Thinking about flight shaming, ethical travel and consumption options
So it seems traveling by train for longer distances takes around 10x longer than flight but is around 10x less carbon intensive. So yes, traveling by train can be a good choice for activists like Greta Thunberg, but also for regular people. But in another article I read that Greta Thunberg wants to avoid flying to the US and travel by a boat. And that seems unwise. Because cruise ships seem to be even more polluting than planes. So you not just get a trade-off between time spent traveling and pollution, you actually end up with a lose-lose option. Now there is a big difference in what we call a counterfactual - would the charter plane, the cruise boat, or the tourist bus travel if not enough tourists are on board? No it wouldn't, because it is just a seasonal route for a specific group of tourists. On the other hand, if you take a cargo ship as a passenger, it would travel also without you, they don't depend on you, so counterfactually your carbon footprint is almost zero. This is in fact what Greta wants to do – to take a container ship to the US. But over a long time if more people travel like this, this calculation would change, and cargo ships pollute a lot in different ways, not just CO2.
Then there is a cost-benefit analysis that Greta could make, as she could command easily 100k dollars for a lecture in the US. So she could earn somewhere between 1-10m dollars a year of speaking engagements. If the flight ticket costs 500 dollars and she could donate e.g. 50k dollars for carbon offsetting (planting trees) that would be a net positive for the environment many times over. But such a calculation is tricky because signaling value of what we do is very important. And travelling e.g. 10x longer than we otherwise could is a really expensive signal of our commitment to saving the planet. But one negative consequence of her traveling by the boat could be to promote cruise travel and cruise holidays - again the calculation is not straightforward, because you need to subtract the “vacation on land” carbon footprint, but it seems that cruises can be more polluting than planes, and even in multiples.

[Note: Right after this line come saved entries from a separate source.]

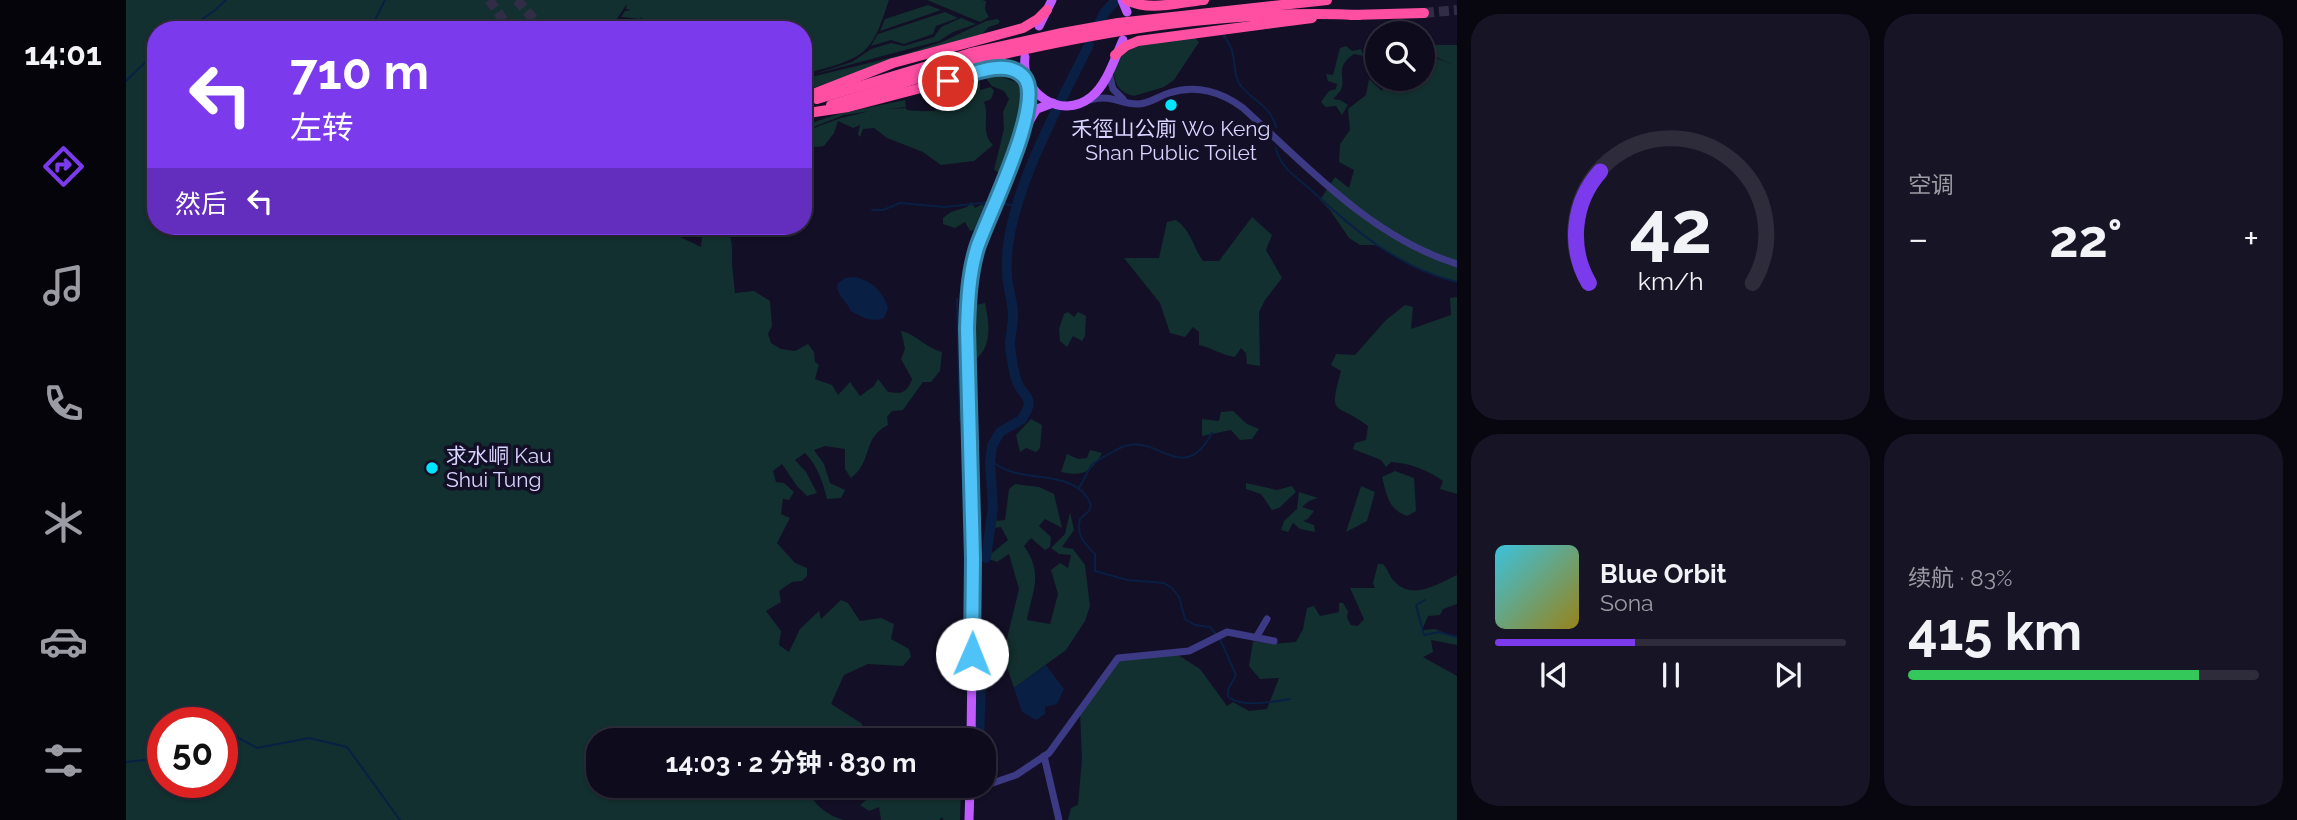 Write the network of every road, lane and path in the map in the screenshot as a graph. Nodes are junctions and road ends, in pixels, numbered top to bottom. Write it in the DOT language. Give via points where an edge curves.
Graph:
graph roads {
  1 [pos="1052,0"];
  2 [pos="1204,0"];
  3 [pos="1326,0"];
  4 [pos="1126,4"];
  5 [pos="1046,10"];
  6 [pos="1424,13"];
  7 [pos="1359,15"];
  8 [pos="1039,26"];
  9 [pos="1123,40"];
  10 [pos="1115,55"];
  11 [pos="973,57"];
  12 [pos="1025,57"];
  13 [pos="1110,66"];
  14 [pos="1027,81"];
  15 [pos="812,96"];
  16 [pos="812,98"];
  17 [pos="1126,101"];
  18 [pos="1047,102"];
  19 [pos="1083,102"];
  20 [pos="812,112"];
  21 [pos="812,113"];
  22 [pos="1019,146"];
  23 [pos="1457,264"];
  24 [pos="1267,619"];
  25 [pos="1257,636"];
  26 [pos="1274,641"];
  27 [pos="971,728"];
  28 [pos="1044,756"];
  29 [pos="996,782"];
  30 [pos="970,798"];
  31 [pos="969,820"];
  32 [pos="1059,820"];
  1 -- 5 [label="main road"];
  2 -- 4 [label="highway"];
  3 -- 11 [label="highway, bridge" via="1118,23"];
  5 -- 8 [label="main road"];
  5 -- 15 [label="highway" via="1026,27 893,63"];
  6 -- 7 [label="highway"];
  7 -- 10 [label="highway, bridge" via="1180,35 1133,43"];
  7 -- 11 [label="highway, bridge" via="1272,15 1173,24"];
  9 -- 10 [label="main road"];
  10 -- 13 [label="main road"];
  11 -- 16 [label="highway"];
  11 -- 20 [label="highway"];
  12 -- 14 [label="main road"];
  13 -- 17 [label="street" via="1113,89"];
  13 -- 19 [label="main road" via="1097,91"];
  14 -- 18 [label="main road"];
  14 -- 21 [label="highway" via="1012,69 994,69"];
  14 -- 22 [label="main road" via="1029,105"];
  17 -- 19 [label="street" via="1107,97"];
  17 -- 23 [label="street" via="1140,104 1190,89 1228,98 1380,228"];
  18 -- 19 [label="main road" via="1065,106"];
  18 -- 22 [label="main road" via="1033,114"];
  22 -- 27 [label="main road" via="976,252 968,305"];
  24 -- 25 [label="street"];
  25 -- 26 [label="street"];
  25 -- 28 [label="street" via="1227,632 1189,651 1118,658"];
  28 -- 29 [label="street" via="1016,775"];
  28 -- 32 [label="street"];
  30 -- 31 [label="main road"];
}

Another issue is embedded carbon footprint in our consumption. The richer the country the more its citizens consume, often in a silly manner like a low quality fast fashion clothes that you have to throw away in a couple of months. Of course it is nice to recycle all that, but even with recycling, rich countries produce multiples of waste per person more than poorer countries, even within EU. Another issue is globalized character of supply chains - not just long routes, but also labor exploitation that is virtually impossible to trace because of multiple layers of subcontractors based in undemocratic regimes.
One of the solutions is super-local production thanks to technology like digital fabrication (see Adidas' Speedfactory in Germany as an early precursor) and vertical farms that use 95% less water than conventional farming. But even more important is a change of mindset or a framework from sustainability paradigm (balancing stocks and flow) into health paradigm (nurturing of life).
So the real issue is not to be sustainable, i.e. grow as many trees as you cut a year, but to plant and grow multiples of trees that you cut because of all the past damage and because of all the uncertainty in our calculations. So an example of a company in this new paradigm would be BioCarbon Engineering - they use drones and repurposed military technology to plant trees 60x faster, by shooting seedpods into ground while using AI and various sensors.
The word “repurposed” is key, they use existing tech that was used previously for killing purposes, but now for something positive - closing a few billion tree gap that we leave annually, and even reversing this gap. So the counterfactual is that the military technology would exist, but would not be used for anything positive. On the other hand, if you created a similar technology using AI for something good, it could be later used for evil purposes and with unintended consequences. So repurposing has a clear benefit – the technology already exists. Also another name for repurposing is exaptation and it is a foundational process in biological evolution, that allowed for non-linear change and jumps. For example, dinosaurs had feathers for warmth and courtship display, but once some dinosaurs fell of tree tops, these feathers were exapted for flight function. So the wings and feathers were not created for flight via adaptation, they adapted for a function of courtship and warmth and were exampled for flight by accident. This is important for innovation – e.g. a melted Hershey’s bar in a pocket of a radar operator caused him to invent a microwave oven. Therefore, we need to take natural sciences, and e.g. biomimicry seriously, in order to come up with innovations that can help us to save our planet.
The bottom line regarding consumption is that we shall focus on all-win-win solutions, e.g. on locally produced sneakers that use less materials, are cheaper and more durable. This could be possible within next 5-10 years because of exponential technologies. But we should leave the workers in poorer countries to suffer the consequences of relocation - but e.g. retrain them and nurture them to become more artisanal and entrepreneurial workers, but while using high tech tools.
And regarding travel and vacation travel - we should be mindful of the trade-offs but also mindful about the signaling value of what we do on changing the broader culture - to support more train travel seems wise, but to promote more boat travel, and especially cruise travel seems counterproductive.